| What to do |
In full and word for word, return the listing that follows.

*** Opening Data records ***

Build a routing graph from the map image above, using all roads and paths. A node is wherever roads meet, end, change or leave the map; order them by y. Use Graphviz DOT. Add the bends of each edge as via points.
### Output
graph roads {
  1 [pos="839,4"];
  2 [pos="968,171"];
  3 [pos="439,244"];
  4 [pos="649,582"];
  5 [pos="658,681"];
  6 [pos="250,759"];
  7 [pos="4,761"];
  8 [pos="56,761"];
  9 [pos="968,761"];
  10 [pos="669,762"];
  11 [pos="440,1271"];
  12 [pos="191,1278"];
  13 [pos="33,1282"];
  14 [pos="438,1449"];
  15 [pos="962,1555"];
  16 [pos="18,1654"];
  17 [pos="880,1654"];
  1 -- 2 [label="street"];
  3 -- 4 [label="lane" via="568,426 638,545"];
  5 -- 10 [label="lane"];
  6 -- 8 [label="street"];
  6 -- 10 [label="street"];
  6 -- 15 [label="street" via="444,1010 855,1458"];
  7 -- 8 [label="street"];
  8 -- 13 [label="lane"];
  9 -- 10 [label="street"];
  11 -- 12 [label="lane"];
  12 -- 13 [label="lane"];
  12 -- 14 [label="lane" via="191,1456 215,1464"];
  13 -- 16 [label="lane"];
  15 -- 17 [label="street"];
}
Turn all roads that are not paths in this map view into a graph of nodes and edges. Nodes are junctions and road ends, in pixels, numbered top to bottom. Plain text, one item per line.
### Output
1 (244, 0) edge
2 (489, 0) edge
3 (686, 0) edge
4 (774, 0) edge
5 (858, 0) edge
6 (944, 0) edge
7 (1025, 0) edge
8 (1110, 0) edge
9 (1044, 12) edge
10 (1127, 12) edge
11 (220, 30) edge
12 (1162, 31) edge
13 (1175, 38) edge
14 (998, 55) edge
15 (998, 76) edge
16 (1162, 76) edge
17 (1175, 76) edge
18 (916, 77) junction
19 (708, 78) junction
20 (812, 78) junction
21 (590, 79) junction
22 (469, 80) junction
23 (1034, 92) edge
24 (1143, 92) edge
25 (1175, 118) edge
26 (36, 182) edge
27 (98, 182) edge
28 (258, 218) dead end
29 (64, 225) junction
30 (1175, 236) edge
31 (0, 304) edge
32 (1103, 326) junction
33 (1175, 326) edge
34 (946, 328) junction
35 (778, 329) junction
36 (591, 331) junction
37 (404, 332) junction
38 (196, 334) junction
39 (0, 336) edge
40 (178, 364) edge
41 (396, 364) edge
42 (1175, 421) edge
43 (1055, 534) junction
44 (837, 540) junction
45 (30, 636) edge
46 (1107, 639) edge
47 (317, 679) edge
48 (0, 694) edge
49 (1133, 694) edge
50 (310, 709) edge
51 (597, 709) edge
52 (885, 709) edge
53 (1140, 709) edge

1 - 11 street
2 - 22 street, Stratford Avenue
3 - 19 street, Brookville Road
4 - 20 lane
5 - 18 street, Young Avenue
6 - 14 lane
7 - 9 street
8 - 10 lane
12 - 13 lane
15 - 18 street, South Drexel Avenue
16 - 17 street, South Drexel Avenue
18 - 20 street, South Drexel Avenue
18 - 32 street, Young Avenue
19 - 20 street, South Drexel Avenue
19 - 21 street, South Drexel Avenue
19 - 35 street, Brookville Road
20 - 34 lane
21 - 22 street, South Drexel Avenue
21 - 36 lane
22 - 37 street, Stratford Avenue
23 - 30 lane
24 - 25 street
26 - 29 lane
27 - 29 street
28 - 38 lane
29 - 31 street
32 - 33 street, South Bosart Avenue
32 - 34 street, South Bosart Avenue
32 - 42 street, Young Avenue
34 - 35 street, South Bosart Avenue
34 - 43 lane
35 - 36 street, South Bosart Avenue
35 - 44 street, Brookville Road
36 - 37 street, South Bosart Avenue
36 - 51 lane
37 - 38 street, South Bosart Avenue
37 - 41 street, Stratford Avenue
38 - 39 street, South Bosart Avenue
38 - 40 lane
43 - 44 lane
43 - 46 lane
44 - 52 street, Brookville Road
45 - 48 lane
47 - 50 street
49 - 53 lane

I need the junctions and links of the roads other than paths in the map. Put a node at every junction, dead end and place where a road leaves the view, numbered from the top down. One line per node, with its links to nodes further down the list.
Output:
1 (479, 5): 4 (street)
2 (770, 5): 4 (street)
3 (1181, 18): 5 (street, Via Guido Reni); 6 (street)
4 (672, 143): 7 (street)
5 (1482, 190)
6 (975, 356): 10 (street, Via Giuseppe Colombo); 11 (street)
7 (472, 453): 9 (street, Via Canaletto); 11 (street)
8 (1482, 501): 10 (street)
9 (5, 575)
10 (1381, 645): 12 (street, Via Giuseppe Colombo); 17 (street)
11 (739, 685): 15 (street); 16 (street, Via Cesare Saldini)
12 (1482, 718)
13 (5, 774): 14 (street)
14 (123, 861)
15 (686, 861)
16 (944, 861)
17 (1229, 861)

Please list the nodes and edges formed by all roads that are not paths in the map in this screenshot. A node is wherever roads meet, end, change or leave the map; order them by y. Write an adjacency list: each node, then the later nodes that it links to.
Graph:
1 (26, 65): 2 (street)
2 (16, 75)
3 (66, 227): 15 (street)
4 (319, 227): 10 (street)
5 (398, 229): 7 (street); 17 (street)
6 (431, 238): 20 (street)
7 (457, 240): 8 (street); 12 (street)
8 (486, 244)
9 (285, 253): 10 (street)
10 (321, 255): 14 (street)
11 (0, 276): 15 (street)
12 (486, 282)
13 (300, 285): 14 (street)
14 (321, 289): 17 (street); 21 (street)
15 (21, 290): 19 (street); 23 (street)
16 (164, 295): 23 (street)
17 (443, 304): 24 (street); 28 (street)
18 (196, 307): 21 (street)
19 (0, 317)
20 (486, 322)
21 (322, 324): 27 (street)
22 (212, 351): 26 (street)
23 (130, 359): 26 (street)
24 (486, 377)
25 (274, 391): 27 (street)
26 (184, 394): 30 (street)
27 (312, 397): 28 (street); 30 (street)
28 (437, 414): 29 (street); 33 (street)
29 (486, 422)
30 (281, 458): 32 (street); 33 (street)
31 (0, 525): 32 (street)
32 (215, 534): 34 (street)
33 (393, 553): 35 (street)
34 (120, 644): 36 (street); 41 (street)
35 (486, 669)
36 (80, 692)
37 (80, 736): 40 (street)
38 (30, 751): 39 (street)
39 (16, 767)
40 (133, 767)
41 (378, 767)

*** Closing Data records ***

| Written answer |
Build a routing graph from the map image above, using all roads and paths. A node is wherever roads meet, end, change or leave the map; order them by y. Use Graphviz DOT. Add the bends of each edge as via points.
### Output
graph roads {
  1 [pos="839,4"];
  2 [pos="968,171"];
  3 [pos="439,244"];
  4 [pos="649,582"];
  5 [pos="658,681"];
  6 [pos="250,759"];
  7 [pos="4,761"];
  8 [pos="56,761"];
  9 [pos="968,761"];
  10 [pos="669,762"];
  11 [pos="440,1271"];
  12 [pos="191,1278"];
  13 [pos="33,1282"];
  14 [pos="438,1449"];
  15 [pos="962,1555"];
  16 [pos="18,1654"];
  17 [pos="880,1654"];
  1 -- 2 [label="street"];
  3 -- 4 [label="lane" via="568,426 638,545"];
  5 -- 10 [label="lane"];
  6 -- 8 [label="street"];
  6 -- 10 [label="street"];
  6 -- 15 [label="street" via="444,1010 855,1458"];
  7 -- 8 [label="street"];
  8 -- 13 [label="lane"];
  9 -- 10 [label="street"];
  11 -- 12 [label="lane"];
  12 -- 13 [label="lane"];
  12 -- 14 [label="lane" via="191,1456 215,1464"];
  13 -- 16 [label="lane"];
  15 -- 17 [label="street"];
}
Turn all roads that are not paths in this map view into a graph of nodes and edges. Nodes are junctions and road ends, in pixels, numbered top to bottom. Plain text, one item per line.
### Output
1 (244, 0) edge
2 (489, 0) edge
3 (686, 0) edge
4 (774, 0) edge
5 (858, 0) edge
6 (944, 0) edge
7 (1025, 0) edge
8 (1110, 0) edge
9 (1044, 12) edge
10 (1127, 12) edge
11 (220, 30) edge
12 (1162, 31) edge
13 (1175, 38) edge
14 (998, 55) edge
15 (998, 76) edge
16 (1162, 76) edge
17 (1175, 76) edge
18 (916, 77) junction
19 (708, 78) junction
20 (812, 78) junction
21 (590, 79) junction
22 (469, 80) junction
23 (1034, 92) edge
24 (1143, 92) edge
25 (1175, 118) edge
26 (36, 182) edge
27 (98, 182) edge
28 (258, 218) dead end
29 (64, 225) junction
30 (1175, 236) edge
31 (0, 304) edge
32 (1103, 326) junction
33 (1175, 326) edge
34 (946, 328) junction
35 (778, 329) junction
36 (591, 331) junction
37 (404, 332) junction
38 (196, 334) junction
39 (0, 336) edge
40 (178, 364) edge
41 (396, 364) edge
42 (1175, 421) edge
43 (1055, 534) junction
44 (837, 540) junction
45 (30, 636) edge
46 (1107, 639) edge
47 (317, 679) edge
48 (0, 694) edge
49 (1133, 694) edge
50 (310, 709) edge
51 (597, 709) edge
52 (885, 709) edge
53 (1140, 709) edge

1 - 11 street
2 - 22 street, Stratford Avenue
3 - 19 street, Brookville Road
4 - 20 lane
5 - 18 street, Young Avenue
6 - 14 lane
7 - 9 street
8 - 10 lane
12 - 13 lane
15 - 18 street, South Drexel Avenue
16 - 17 street, South Drexel Avenue
18 - 20 street, South Drexel Avenue
18 - 32 street, Young Avenue
19 - 20 street, South Drexel Avenue
19 - 21 street, South Drexel Avenue
19 - 35 street, Brookville Road
20 - 34 lane
21 - 22 street, South Drexel Avenue
21 - 36 lane
22 - 37 street, Stratford Avenue
23 - 30 lane
24 - 25 street
26 - 29 lane
27 - 29 street
28 - 38 lane
29 - 31 street
32 - 33 street, South Bosart Avenue
32 - 34 street, South Bosart Avenue
32 - 42 street, Young Avenue
34 - 35 street, South Bosart Avenue
34 - 43 lane
35 - 36 street, South Bosart Avenue
35 - 44 street, Brookville Road
36 - 37 street, South Bosart Avenue
36 - 51 lane
37 - 38 street, South Bosart Avenue
37 - 41 street, Stratford Avenue
38 - 39 street, South Bosart Avenue
38 - 40 lane
43 - 44 lane
43 - 46 lane
44 - 52 street, Brookville Road
45 - 48 lane
47 - 50 street
49 - 53 lane

I need the junctions and links of the roads other than paths in the map. Put a node at every junction, dead end and place where a road leaves the view, numbered from the top down. One line per node, with its links to nodes further down the list.
Output:
1 (479, 5): 4 (street)
2 (770, 5): 4 (street)
3 (1181, 18): 5 (street, Via Guido Reni); 6 (street)
4 (672, 143): 7 (street)
5 (1482, 190)
6 (975, 356): 10 (street, Via Giuseppe Colombo); 11 (street)
7 (472, 453): 9 (street, Via Canaletto); 11 (street)
8 (1482, 501): 10 (street)
9 (5, 575)
10 (1381, 645): 12 (street, Via Giuseppe Colombo); 17 (street)
11 (739, 685): 15 (street); 16 (street, Via Cesare Saldini)
12 (1482, 718)
13 (5, 774): 14 (street)
14 (123, 861)
15 (686, 861)
16 (944, 861)
17 (1229, 861)

Please list the nodes and edges formed by all roads that are not paths in the map in this screenshot. A node is wherever roads meet, end, change or leave the map; order them by y. Write an adjacency list: each node, then the later nodes that it links to.
Graph:
1 (26, 65): 2 (street)
2 (16, 75)
3 (66, 227): 15 (street)
4 (319, 227): 10 (street)
5 (398, 229): 7 (street); 17 (street)
6 (431, 238): 20 (street)
7 (457, 240): 8 (street); 12 (street)
8 (486, 244)
9 (285, 253): 10 (street)
10 (321, 255): 14 (street)
11 (0, 276): 15 (street)
12 (486, 282)
13 (300, 285): 14 (street)
14 (321, 289): 17 (street); 21 (street)
15 (21, 290): 19 (street); 23 (street)
16 (164, 295): 23 (street)
17 (443, 304): 24 (street); 28 (street)
18 (196, 307): 21 (street)
19 (0, 317)
20 (486, 322)
21 (322, 324): 27 (street)
22 (212, 351): 26 (street)
23 (130, 359): 26 (street)
24 (486, 377)
25 (274, 391): 27 (street)
26 (184, 394): 30 (street)
27 (312, 397): 28 (street); 30 (street)
28 (437, 414): 29 (street); 33 (street)
29 (486, 422)
30 (281, 458): 32 (street); 33 (street)
31 (0, 525): 32 (street)
32 (215, 534): 34 (street)
33 (393, 553): 35 (street)
34 (120, 644): 36 (street); 41 (street)
35 (486, 669)
36 (80, 692)
37 (80, 736): 40 (street)
38 (30, 751): 39 (street)
39 (16, 767)
40 (133, 767)
41 (378, 767)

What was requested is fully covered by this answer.